Disfruta todo eso, por el momento. Pero ya sabe, a pesar de su juventud, que no le gustaría estar ligada al deporte toda su vida. Quiere estudiar gastronomía. Mientras tanto, se divierte. Y más, si el viaje lo comparte con Florencia Szigeti, mendocina, su gran compinche, residente desde hace un par de años en Arizona. "Con la Negra nos entendemos con sólo mirarnos. Tiene el mismo humor que yo", explica de Szigeti, que también está clasificada para los Juegos.
Georgina Bardach será protagonista en Atenas. A pesar de que ella sabe que apenas está comenzando su crecimiento. Ojalá ella sea la muestra de un éxito basado en la sensatez y el trabajo a largo plazo.

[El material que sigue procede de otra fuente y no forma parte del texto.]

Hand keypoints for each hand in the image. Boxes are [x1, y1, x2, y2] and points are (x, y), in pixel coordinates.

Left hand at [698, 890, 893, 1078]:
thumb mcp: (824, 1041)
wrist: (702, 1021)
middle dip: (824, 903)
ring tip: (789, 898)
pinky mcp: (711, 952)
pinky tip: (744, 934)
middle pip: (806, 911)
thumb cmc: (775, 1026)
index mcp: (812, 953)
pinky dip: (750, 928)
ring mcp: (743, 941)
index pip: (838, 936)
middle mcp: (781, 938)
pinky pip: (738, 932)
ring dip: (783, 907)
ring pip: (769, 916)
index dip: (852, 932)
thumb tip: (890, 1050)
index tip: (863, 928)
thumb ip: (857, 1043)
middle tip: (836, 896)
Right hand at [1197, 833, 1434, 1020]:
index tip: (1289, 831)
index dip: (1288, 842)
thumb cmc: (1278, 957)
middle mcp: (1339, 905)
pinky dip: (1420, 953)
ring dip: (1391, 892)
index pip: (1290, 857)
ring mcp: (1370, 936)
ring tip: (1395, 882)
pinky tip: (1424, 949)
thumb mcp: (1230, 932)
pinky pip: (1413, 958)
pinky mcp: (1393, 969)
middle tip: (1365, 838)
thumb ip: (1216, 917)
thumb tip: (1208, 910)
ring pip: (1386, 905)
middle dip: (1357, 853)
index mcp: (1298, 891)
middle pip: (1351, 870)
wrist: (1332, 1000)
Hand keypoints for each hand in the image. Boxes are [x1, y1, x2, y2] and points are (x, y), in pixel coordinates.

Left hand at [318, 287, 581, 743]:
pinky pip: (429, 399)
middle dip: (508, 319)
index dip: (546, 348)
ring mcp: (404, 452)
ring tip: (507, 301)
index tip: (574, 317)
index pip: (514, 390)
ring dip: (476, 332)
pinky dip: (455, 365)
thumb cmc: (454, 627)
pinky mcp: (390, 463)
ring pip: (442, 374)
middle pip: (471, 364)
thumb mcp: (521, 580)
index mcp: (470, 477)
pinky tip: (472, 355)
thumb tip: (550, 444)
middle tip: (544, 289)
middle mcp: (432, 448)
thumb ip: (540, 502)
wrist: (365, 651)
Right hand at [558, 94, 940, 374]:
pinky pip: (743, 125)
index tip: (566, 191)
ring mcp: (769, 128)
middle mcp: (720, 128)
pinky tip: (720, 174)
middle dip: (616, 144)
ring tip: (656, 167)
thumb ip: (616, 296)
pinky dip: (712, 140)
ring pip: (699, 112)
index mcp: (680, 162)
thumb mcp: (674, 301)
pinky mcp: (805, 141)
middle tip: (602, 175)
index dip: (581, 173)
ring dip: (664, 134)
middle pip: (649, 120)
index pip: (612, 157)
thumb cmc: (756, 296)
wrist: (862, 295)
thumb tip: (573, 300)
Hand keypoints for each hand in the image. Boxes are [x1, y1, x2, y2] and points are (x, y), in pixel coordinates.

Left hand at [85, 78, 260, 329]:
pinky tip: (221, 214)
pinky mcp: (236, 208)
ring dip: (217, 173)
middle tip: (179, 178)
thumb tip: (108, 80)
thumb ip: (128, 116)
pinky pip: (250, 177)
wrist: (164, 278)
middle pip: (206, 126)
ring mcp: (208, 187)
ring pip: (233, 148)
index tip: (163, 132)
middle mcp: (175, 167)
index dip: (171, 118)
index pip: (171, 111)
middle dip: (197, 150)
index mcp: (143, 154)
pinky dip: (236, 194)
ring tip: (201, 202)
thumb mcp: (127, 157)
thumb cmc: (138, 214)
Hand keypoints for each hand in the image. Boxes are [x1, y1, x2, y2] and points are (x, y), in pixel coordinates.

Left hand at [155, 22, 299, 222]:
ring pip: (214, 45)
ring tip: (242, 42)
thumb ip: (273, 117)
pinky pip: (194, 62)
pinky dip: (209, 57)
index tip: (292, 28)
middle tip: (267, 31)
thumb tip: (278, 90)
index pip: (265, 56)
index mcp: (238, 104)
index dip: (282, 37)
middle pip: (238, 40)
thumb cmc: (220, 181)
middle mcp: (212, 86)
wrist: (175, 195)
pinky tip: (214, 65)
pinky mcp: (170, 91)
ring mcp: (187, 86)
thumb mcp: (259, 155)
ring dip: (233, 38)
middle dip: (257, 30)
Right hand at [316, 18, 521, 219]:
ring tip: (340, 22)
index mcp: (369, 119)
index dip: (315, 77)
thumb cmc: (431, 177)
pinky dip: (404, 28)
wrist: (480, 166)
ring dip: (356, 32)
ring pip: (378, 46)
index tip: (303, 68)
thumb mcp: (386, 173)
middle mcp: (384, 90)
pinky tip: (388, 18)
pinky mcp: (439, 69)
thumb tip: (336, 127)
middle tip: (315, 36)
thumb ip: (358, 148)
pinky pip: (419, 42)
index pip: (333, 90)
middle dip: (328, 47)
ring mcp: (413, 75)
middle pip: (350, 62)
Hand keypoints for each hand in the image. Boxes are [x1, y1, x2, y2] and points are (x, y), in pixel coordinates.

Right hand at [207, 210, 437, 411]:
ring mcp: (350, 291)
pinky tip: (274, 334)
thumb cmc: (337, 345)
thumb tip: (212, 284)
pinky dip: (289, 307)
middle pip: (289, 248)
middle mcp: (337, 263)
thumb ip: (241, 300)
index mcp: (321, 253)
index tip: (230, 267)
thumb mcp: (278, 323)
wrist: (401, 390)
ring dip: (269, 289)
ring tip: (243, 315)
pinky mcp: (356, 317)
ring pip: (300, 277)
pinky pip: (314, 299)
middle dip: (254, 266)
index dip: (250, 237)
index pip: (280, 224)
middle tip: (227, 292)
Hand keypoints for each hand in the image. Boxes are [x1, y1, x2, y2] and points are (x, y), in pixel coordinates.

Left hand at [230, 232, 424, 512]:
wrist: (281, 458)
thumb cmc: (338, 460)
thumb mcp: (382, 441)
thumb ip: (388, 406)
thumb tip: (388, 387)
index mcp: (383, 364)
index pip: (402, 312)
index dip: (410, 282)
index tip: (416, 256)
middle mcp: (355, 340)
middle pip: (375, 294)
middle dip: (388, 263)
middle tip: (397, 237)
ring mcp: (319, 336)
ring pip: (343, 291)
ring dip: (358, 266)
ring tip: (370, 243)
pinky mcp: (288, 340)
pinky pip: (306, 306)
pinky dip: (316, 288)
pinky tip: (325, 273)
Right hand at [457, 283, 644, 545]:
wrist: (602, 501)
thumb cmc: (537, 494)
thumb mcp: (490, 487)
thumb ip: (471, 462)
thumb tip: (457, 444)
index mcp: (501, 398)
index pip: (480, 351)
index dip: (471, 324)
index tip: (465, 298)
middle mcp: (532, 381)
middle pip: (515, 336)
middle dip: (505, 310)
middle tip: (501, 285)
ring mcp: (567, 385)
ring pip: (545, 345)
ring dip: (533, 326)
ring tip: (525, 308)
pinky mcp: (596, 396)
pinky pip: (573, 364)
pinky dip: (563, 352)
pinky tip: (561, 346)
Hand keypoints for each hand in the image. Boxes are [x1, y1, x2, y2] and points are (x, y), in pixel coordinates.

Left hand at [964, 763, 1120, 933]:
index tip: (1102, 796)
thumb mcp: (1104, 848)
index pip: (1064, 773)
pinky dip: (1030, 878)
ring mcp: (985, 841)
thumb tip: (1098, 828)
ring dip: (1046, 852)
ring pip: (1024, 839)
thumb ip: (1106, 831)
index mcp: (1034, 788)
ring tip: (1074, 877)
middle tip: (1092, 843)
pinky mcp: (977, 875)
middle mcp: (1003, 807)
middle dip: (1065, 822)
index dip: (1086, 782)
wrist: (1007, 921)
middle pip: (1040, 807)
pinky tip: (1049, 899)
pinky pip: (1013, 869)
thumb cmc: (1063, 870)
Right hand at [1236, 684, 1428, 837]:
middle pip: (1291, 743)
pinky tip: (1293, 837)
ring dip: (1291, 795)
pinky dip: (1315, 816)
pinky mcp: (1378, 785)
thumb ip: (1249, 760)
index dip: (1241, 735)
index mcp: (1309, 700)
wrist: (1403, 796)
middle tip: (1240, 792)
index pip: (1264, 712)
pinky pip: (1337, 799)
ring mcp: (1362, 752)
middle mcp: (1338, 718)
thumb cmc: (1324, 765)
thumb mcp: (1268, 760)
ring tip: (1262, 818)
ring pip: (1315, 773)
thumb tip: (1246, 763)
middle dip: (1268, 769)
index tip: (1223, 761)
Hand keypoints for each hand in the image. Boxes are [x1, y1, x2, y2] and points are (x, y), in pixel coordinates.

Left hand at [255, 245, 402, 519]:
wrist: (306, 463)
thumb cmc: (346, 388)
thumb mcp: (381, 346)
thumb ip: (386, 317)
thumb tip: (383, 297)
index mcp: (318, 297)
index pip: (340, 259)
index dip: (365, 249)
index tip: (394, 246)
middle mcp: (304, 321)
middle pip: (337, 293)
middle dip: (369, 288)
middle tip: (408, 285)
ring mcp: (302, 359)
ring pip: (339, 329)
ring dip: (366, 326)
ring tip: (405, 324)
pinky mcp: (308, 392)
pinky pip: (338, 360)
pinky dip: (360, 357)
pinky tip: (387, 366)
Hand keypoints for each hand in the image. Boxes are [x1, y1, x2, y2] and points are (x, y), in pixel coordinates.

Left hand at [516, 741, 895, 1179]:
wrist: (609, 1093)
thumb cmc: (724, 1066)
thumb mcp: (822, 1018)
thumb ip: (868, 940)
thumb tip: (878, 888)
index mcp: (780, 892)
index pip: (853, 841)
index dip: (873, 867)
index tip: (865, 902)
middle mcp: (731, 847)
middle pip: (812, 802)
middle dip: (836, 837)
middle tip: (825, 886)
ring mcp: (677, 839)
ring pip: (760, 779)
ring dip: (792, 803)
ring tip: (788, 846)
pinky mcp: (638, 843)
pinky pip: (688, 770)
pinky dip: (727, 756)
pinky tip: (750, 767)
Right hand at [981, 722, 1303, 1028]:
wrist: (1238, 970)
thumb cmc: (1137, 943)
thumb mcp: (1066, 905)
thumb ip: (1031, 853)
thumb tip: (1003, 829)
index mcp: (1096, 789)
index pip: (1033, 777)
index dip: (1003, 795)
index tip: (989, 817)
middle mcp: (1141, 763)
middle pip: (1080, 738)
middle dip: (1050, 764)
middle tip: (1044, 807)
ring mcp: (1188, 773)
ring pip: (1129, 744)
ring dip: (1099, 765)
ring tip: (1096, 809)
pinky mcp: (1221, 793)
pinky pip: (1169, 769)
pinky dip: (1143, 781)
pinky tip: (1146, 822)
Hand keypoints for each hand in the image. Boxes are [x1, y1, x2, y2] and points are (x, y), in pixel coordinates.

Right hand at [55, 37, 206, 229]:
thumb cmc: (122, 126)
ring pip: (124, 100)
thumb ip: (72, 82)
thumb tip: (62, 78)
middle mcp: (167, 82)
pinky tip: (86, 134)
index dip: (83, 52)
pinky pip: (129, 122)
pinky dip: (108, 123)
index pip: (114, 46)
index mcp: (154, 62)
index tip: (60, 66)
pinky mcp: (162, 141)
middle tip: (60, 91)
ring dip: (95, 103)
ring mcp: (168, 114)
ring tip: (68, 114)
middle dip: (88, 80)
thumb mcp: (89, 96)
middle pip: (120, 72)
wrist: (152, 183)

Desde hace varios años, José Meolans se convirtió en la gran atracción de la natación argentina. Sus triunfos en Copas del Mundo, sus récords y su título mundial en Moscú 2002 (piscina corta) lo elevaron a la categoría de estrella del deporte nacional. Y su charme, lo convirtió en una celebridad, incluso, más allá de su actividad.
Quizá por la luz que irradia la figura de Meolans, le quitó relevancia a varios éxitos de Georgina Bardach, con apenas 20 años. Ella también ostenta varias marcas sudamericanas, fue medallista en Moscú 2002 y hasta consiguió algo que ni el propio Meolans logró: se metió en la final de un Mundial de piscina larga, en Barcelona, en julio de 2003. Pero la repercusión no fue la misma.
-¿Sentiste en algún momento que tener a José Meolans por delante te resultaba negativo en ciertos aspectos?
-No, para nada. Nunca lo sentí así. De hecho, creo que es muy bueno que José sea una figura, porque hizo que todos se fijaran en la natación, que hasta entonces estaba olvidada. En realidad, está bueno que él sea la estrella, porque en las fiestas o en otros lugares, todos lo van a ver a él. Así me evita tener que atender a los periodistas.
Se ríe Bardach por su broma; de ella misma y de su timidez. Pero después reconoce que sí hay un aspecto en el que es complicado vivir a la sombra de Meolans. "Y... se hace difícil conseguir sponsors, él se los lleva a todos", admite con otra sonrisa.
Sin embargo, reconoce que ella se las ingenia para conseguir apoyo, que va desde la Agencia Córdoba Deportes hasta Lumilagro, pasando por Loma Negra y Solidaridad Olímpica, un programa especial del Comité Olímpico Internacional. "Sí, es verdad, todo eso me ayuda. Pero a veces te obliga a cumplir con ciertas cuestiones de formalidad que no me gustan del todo, como venir a Buenos Aires. Pero bueno... vale la pena."